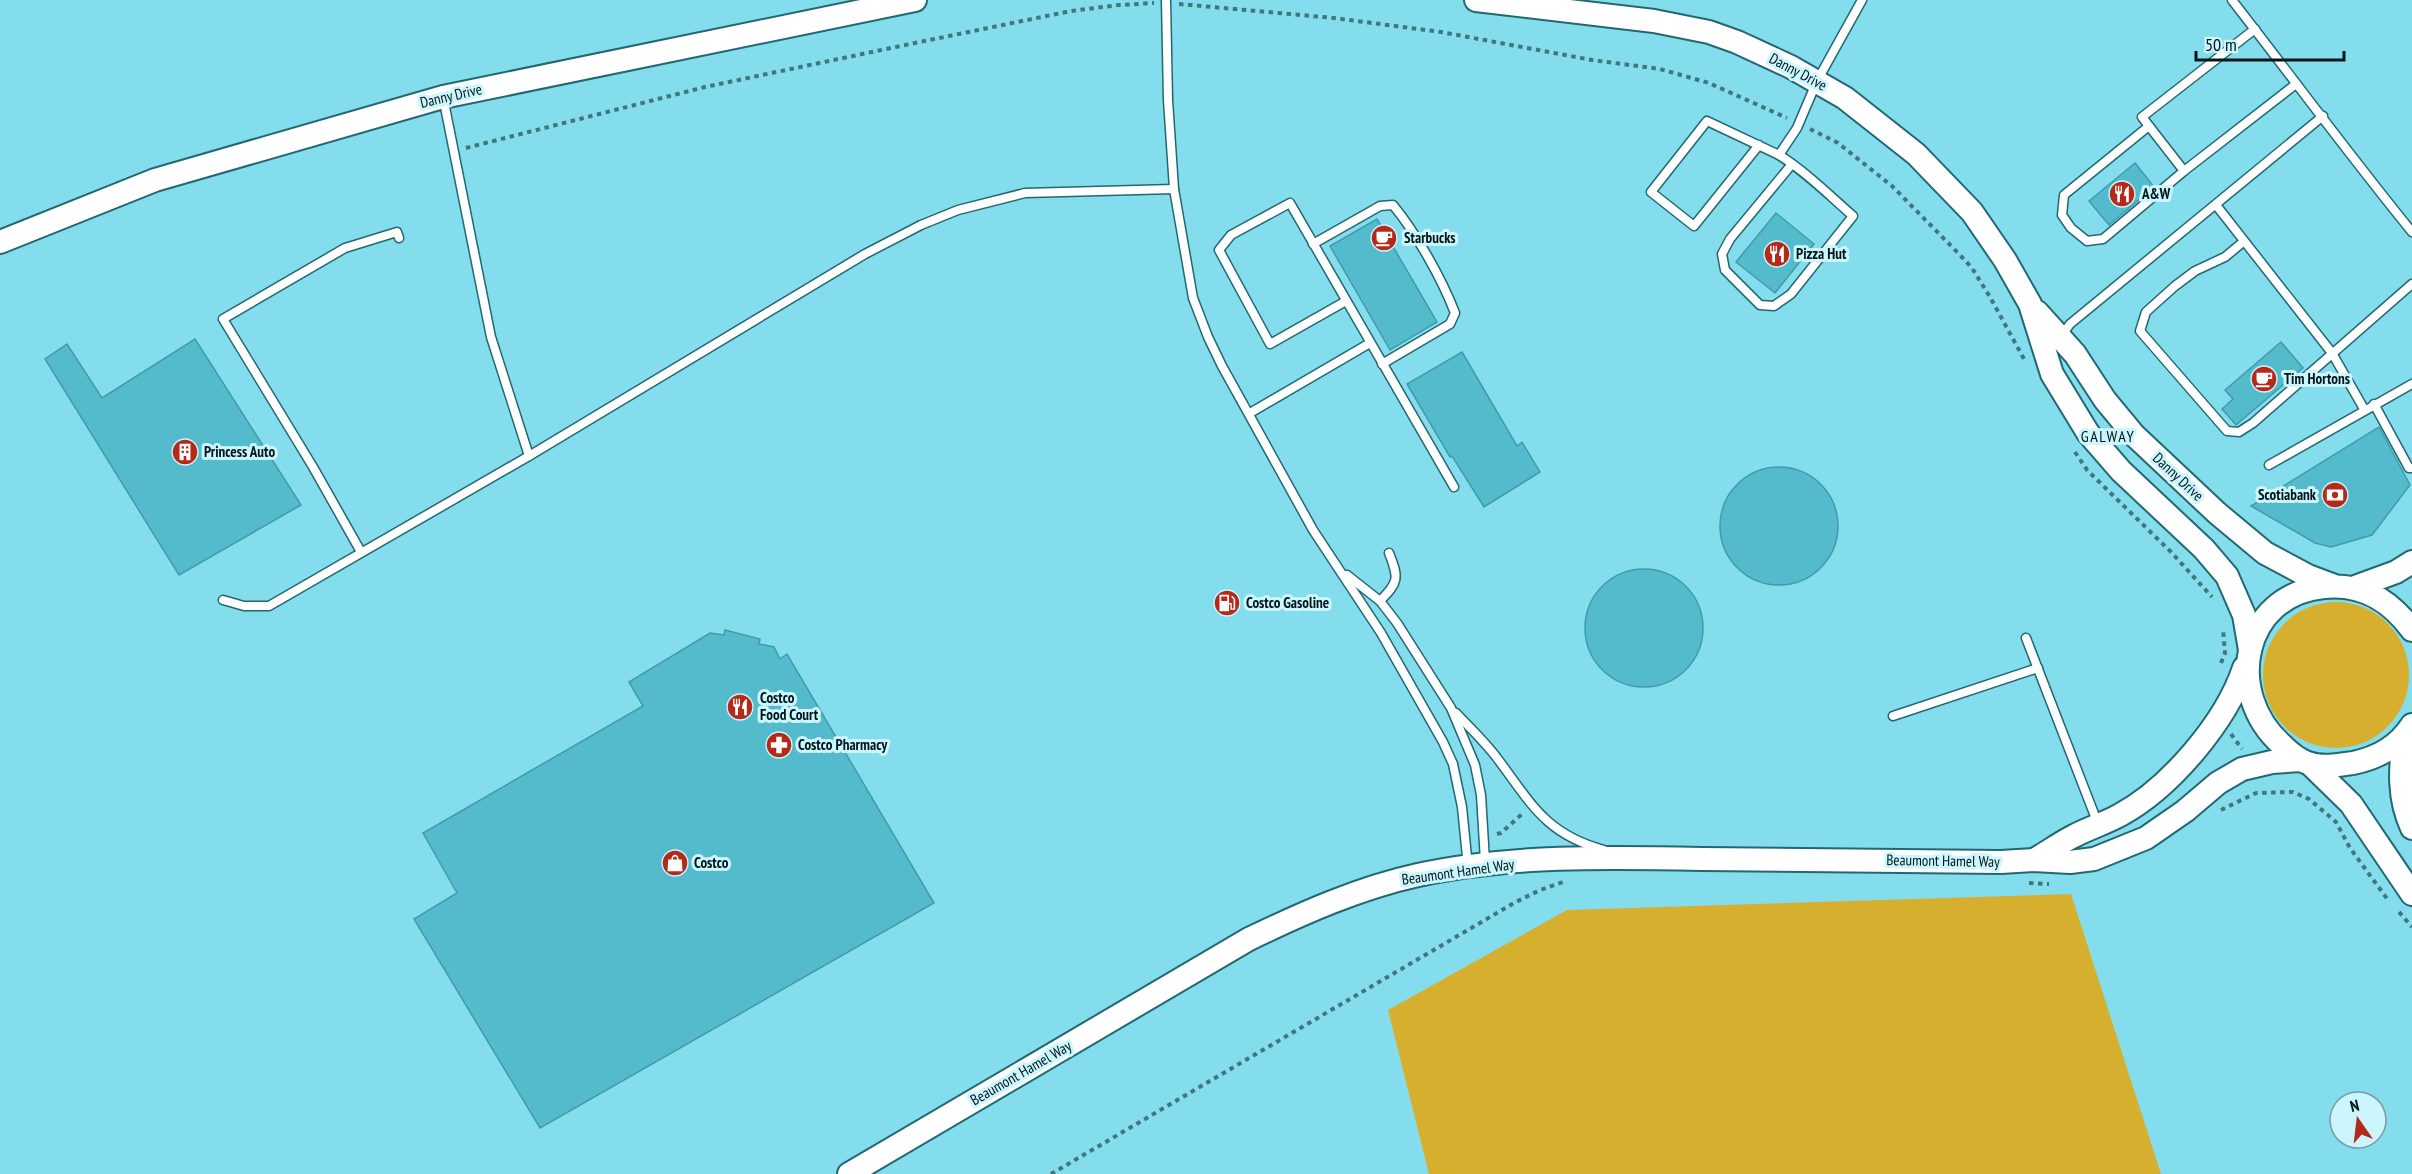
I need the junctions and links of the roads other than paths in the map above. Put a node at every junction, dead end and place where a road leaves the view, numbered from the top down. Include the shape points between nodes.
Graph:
1 (915, 0) edge
2 (1166, 0) edge
3 (1476, 0) edge
4 (1862, 0) edge
5 (2232, 0) edge
6 (2255, 29) junction
7 (1817, 81) junction
8 (2296, 84) junction
9 (443, 97) junction
10 (2323, 116) junction
11 (2149, 126) junction
12 (1759, 145) junction
13 (1779, 155) junction
14 (1792, 164) junction
15 (2184, 171) junction
16 (1174, 189) junction
17 (2216, 205) junction
18 (2412, 232) edge
19 (399, 238) dead end
20 (0, 242) edge
21 (2243, 242) junction
22 (1313, 244) junction
23 (2412, 284) edge
24 (1346, 301) junction
25 (2030, 304) junction
26 (2060, 338) junction
27 (1370, 343) junction
28 (2332, 353) junction
29 (1382, 364) junction
30 (2412, 384) edge
31 (2374, 404) junction
32 (2364, 409) junction
33 (1250, 413) junction
34 (529, 456) junction
35 (2270, 465) dead end
36 (2412, 468) edge
37 (1454, 487) dead end
38 (361, 552) junction
39 (1389, 553) dead end
40 (2412, 562) edge
41 (1340, 569) junction
42 (2344, 586) junction
43 (223, 600) dead end
44 (1380, 601) junction
45 (2412, 630) edge
46 (2026, 638) dead end
47 (2249, 653) junction
48 (2038, 668) junction
49 (1451, 708) junction
50 (1893, 717) dead end
51 (2408, 731) edge
52 (2306, 762) junction
53 (2098, 824) junction
54 (2412, 828) edge
55 (1634, 858) junction
56 (2034, 860) junction
57 (1477, 866) junction
58 (2405, 902) edge
59 (849, 1174) edge

1 - 9 main road, Danny Drive via 848,10
2 - 16 lane
3 - 7 main road, Danny Drive via 1654,21 1709,32
4 - 7 lane
5 - 6 lane
6 - 8 lane
6 - 11 lane via 2142,117
7 - 13 lane via 1797,128
7 - 25 main road, Danny Drive via 1893,134 1955,192 2005,260
8 - 10 lane
8 - 15 lane
9 - 20 main road, Danny Drive via 155,180
9 - 34 lane via 491,337
10 - 17 lane
10 - 18 lane
11 - 15 lane
11 - 15 lane via 2064,195 2062,215 2071,228 2087,241 2103,239
12 - 12 lane via 1707,121 1651,192 1694,226
12 - 13 lane
13 - 14 lane
14 - 14 lane via 1853,216 1791,294 1774,306 1761,305 1725,270 1722,254
16 - 33 lane via 1192,298 1208,337
16 - 34 lane via 1025,194 987,201 931,220 865,254
17 - 21 lane
17 - 26 lane via 2070,324
19 - 38 lane via 397,232 345,248 223,320
21 - 28 lane
21 - 28 lane via 2175,286 2146,312 2140,331 2227,431 2239,432 2253,423
22 - 24 lane
22 - 24 lane via 1290,202 1231,235 1219,250 1270,344
22 - 29 lane via 1380,206 1393,205 1448,294 1455,313 1450,324
23 - 28 lane
24 - 27 lane
25 - 26 main road, Danny Drive
25 - 47 main road, Danny Drive via 2052,374 2076,417 2121,471 2218,564 2231,583 2240,603
26 - 42 main road, Danny Drive via 2134,435 2217,513 2265,553 2308,576
27 - 29 lane
27 - 33 lane
28 - 32 lane
29 - 37 lane
30 - 31 lane
31 - 32 lane
31 - 36 lane
32 - 35 lane
33 - 41 lane via 1313,530
34 - 38 lane
38 - 43 lane via 269,606 244,606
39 - 44 lane via 1395,568 1395,585
40 - 42 main road via 2396,572
41 - 44 lane
41 - 57 lane via 1443,742 1453,764
42 - 45 main road, Danny Drive via 2377,596 2391,605
42 - 47 main road, Beaumont Hamel Way via 2303,591 2273,610 2254,636
44 - 49 lane
46 - 48 lane
47 - 52 main road, Danny Drive via 2247,678 2255,710 2273,738
47 - 53 main road, Beaumont Hamel Way via 2227,707 2196,749 2139,803
48 - 50 lane
48 - 53 lane
49 - 55 lane via 1496,757 1530,806 1550,824 1578,840
49 - 57 lane via 1475,765 1481,795
51 - 52 main road, Beaumont Hamel Way via 2386,752 2366,760 2328,766
51 - 54 main road via 2400,783
52 - 56 main road, Beaumont Hamel Way via 2272,762 2242,769 2160,828 2118,851 2070,862
52 - 58 main road, Danny Drive via 2351,804
53 - 56 main road, Beaumont Hamel Way
55 - 56 main road, Beaumont Hamel Way
55 - 57 main road, Beaumont Hamel Way
57 - 59 main road, Beaumont Hamel Way via 1387,883 1301,914 1249,939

****

What is needed: When copying the records, reproduce every entry exactly and omit all pictures.

Solution to this task:
I need the junctions and links of the roads other than paths in the map above. Put a node at every junction, dead end and place where a road leaves the view, numbered from the top down. Include the shape points between nodes.
Graph:
1 (915, 0) edge
2 (1166, 0) edge
3 (1476, 0) edge
4 (1862, 0) edge
5 (2232, 0) edge
6 (2255, 29) junction
7 (1817, 81) junction
8 (2296, 84) junction
9 (443, 97) junction
10 (2323, 116) junction
11 (2149, 126) junction
12 (1759, 145) junction
13 (1779, 155) junction
14 (1792, 164) junction
15 (2184, 171) junction
16 (1174, 189) junction
17 (2216, 205) junction
18 (2412, 232) edge
19 (399, 238) dead end
20 (0, 242) edge
21 (2243, 242) junction
22 (1313, 244) junction
23 (2412, 284) edge
24 (1346, 301) junction
25 (2030, 304) junction
26 (2060, 338) junction
27 (1370, 343) junction
28 (2332, 353) junction
29 (1382, 364) junction
30 (2412, 384) edge
31 (2374, 404) junction
32 (2364, 409) junction
33 (1250, 413) junction
34 (529, 456) junction
35 (2270, 465) dead end
36 (2412, 468) edge
37 (1454, 487) dead end
38 (361, 552) junction
39 (1389, 553) dead end
40 (2412, 562) edge
41 (1340, 569) junction
42 (2344, 586) junction
43 (223, 600) dead end
44 (1380, 601) junction
45 (2412, 630) edge
46 (2026, 638) dead end
47 (2249, 653) junction
48 (2038, 668) junction
49 (1451, 708) junction
50 (1893, 717) dead end
51 (2408, 731) edge
52 (2306, 762) junction
53 (2098, 824) junction
54 (2412, 828) edge
55 (1634, 858) junction
56 (2034, 860) junction
57 (1477, 866) junction
58 (2405, 902) edge
59 (849, 1174) edge

1 - 9 main road, Danny Drive via 848,10
2 - 16 lane
3 - 7 main road, Danny Drive via 1654,21 1709,32
4 - 7 lane
5 - 6 lane
6 - 8 lane
6 - 11 lane via 2142,117
7 - 13 lane via 1797,128
7 - 25 main road, Danny Drive via 1893,134 1955,192 2005,260
8 - 10 lane
8 - 15 lane
9 - 20 main road, Danny Drive via 155,180
9 - 34 lane via 491,337
10 - 17 lane
10 - 18 lane
11 - 15 lane
11 - 15 lane via 2064,195 2062,215 2071,228 2087,241 2103,239
12 - 12 lane via 1707,121 1651,192 1694,226
12 - 13 lane
13 - 14 lane
14 - 14 lane via 1853,216 1791,294 1774,306 1761,305 1725,270 1722,254
16 - 33 lane via 1192,298 1208,337
16 - 34 lane via 1025,194 987,201 931,220 865,254
17 - 21 lane
17 - 26 lane via 2070,324
19 - 38 lane via 397,232 345,248 223,320
21 - 28 lane
21 - 28 lane via 2175,286 2146,312 2140,331 2227,431 2239,432 2253,423
22 - 24 lane
22 - 24 lane via 1290,202 1231,235 1219,250 1270,344
22 - 29 lane via 1380,206 1393,205 1448,294 1455,313 1450,324
23 - 28 lane
24 - 27 lane
25 - 26 main road, Danny Drive
25 - 47 main road, Danny Drive via 2052,374 2076,417 2121,471 2218,564 2231,583 2240,603
26 - 42 main road, Danny Drive via 2134,435 2217,513 2265,553 2308,576
27 - 29 lane
27 - 33 lane
28 - 32 lane
29 - 37 lane
30 - 31 lane
31 - 32 lane
31 - 36 lane
32 - 35 lane
33 - 41 lane via 1313,530
34 - 38 lane
38 - 43 lane via 269,606 244,606
39 - 44 lane via 1395,568 1395,585
40 - 42 main road via 2396,572
41 - 44 lane
41 - 57 lane via 1443,742 1453,764
42 - 45 main road, Danny Drive via 2377,596 2391,605
42 - 47 main road, Beaumont Hamel Way via 2303,591 2273,610 2254,636
44 - 49 lane
46 - 48 lane
47 - 52 main road, Danny Drive via 2247,678 2255,710 2273,738
47 - 53 main road, Beaumont Hamel Way via 2227,707 2196,749 2139,803
48 - 50 lane
48 - 53 lane
49 - 55 lane via 1496,757 1530,806 1550,824 1578,840
49 - 57 lane via 1475,765 1481,795
51 - 52 main road, Beaumont Hamel Way via 2386,752 2366,760 2328,766
51 - 54 main road via 2400,783
52 - 56 main road, Beaumont Hamel Way via 2272,762 2242,769 2160,828 2118,851 2070,862
52 - 58 main road, Danny Drive via 2351,804
53 - 56 main road, Beaumont Hamel Way
55 - 56 main road, Beaumont Hamel Way
55 - 57 main road, Beaumont Hamel Way
57 - 59 main road, Beaumont Hamel Way via 1387,883 1301,914 1249,939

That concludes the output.